Describe alternatives you've considered

  1. importing faker as an external js package. This request could be filled by putting faker in the sandbox as well.
  2. using a data file with one row that has a giant list of timezones. Then randomly picking from the list in a pre-request script.
  3. like 2, putting a list of timezones in an environment variable directly. But postman gets slow with a lot of data in environment vars.
  4. I think I'll go with this solution: have a file on disk that's a list of timezones, use shuf to pick 1, then use the --env-var option with newman to pass in the random pick.

Additional context I develop collections and runners in postman then execute them in newman in a scheduling/orchestration system.

I have a runner setup to create multiple items with various attributes(like timezones, lists of strings, integer amounts), it then does some work with them, updates them, destroys them. It checks the state of these items and their attributes along the way. Passing in an env var only gives me 1 to timeZone use, meaning I can only create 1 item. I kinda need to use multiple items at once.

This runner is wrapped up and executed in a scheduled job, these scheduled jobs are very generic one liners like newman run $PM_COLLECTION -e $PM_ENVIRONMENT. Any more complexity added to scheduled jobs means means more things to maintain.

This is why dynamic variables are nice, they can be used many times in one runner to create many unique things. If I can keep all the complexity in one system like postman/newman, and in one collection or runner, it would be ideal. Once I start refactoring to do work in the scheduling system or maybe breaking up into multiple collection runners, I guess it's just more to think about.

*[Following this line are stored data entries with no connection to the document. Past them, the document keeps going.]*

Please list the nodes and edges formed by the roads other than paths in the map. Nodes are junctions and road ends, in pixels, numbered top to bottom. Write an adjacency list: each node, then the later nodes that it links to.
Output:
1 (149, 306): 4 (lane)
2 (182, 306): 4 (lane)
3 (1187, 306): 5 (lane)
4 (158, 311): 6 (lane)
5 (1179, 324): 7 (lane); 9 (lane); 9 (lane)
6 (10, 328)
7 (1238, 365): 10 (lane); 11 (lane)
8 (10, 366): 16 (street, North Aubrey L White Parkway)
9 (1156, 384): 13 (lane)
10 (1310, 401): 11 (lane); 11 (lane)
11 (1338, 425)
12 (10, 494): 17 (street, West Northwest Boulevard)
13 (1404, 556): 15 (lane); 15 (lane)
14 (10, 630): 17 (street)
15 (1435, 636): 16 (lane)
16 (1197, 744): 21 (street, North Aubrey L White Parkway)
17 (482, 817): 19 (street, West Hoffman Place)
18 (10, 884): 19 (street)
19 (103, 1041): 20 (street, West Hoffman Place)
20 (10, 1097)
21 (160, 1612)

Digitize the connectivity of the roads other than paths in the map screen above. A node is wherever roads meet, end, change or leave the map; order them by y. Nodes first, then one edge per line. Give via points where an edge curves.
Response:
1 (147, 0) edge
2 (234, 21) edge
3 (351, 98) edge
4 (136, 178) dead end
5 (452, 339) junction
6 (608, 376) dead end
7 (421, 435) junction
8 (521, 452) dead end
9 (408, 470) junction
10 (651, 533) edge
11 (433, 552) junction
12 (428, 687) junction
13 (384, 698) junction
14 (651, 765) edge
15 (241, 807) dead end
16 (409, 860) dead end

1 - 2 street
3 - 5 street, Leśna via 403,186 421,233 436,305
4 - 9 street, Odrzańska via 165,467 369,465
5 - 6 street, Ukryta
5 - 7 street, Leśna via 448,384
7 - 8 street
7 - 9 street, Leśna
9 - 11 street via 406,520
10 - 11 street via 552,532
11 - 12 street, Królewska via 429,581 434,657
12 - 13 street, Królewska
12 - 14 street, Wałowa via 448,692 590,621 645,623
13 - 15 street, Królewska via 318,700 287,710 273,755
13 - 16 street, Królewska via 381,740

DannyDainton commented 3 years ago

Hey @nickAdlard

If you're using Newman primarily, could you use that as a library and bring in faker to use anything that module has to offer?

const newman = require('newman'),
      faker = require('faker');

newman.run({
  collection: 'collection.json',
  reporters: ['cli'],
  reporter: {
    cli: {
      noSummary: true
    }
  },
  envVar: [
    { 
      "key":"timezone", "value":`${faker.address.timeZone()}` 
    }
  ]
})

image

nickAdlard commented 3 years ago

@DannyDainton ooo this is very cool and will help, thanks.

I'll add this context to my request as well: I have a runner setup to create multiple items with various attributes(like timezones, lists of strings, integer amounts), it then does some work with them, updates them, destroys them. It checks the state of these items and their attributes along the way. Passing in an env var only gives me 1 to timeZone use, meaning I can only create 1 item. I kinda need to use multiple items at once.

This runner is wrapped up and executed in a scheduled job, these scheduled jobs are very generic one liners like newman run $PM_COLLECTION -e $PM_ENVIRONMENT. Any more complexity added to scheduled jobs means means more things to maintain.

This is why dynamic variables are nice, they can be used many times in one runner to create many unique things. If I can keep all the complexity in one system like postman/newman, and in one collection or runner, it would be ideal. Once I start refactoring to do work in the scheduling system or maybe breaking up into multiple collection runners, I guess it's just more to think about.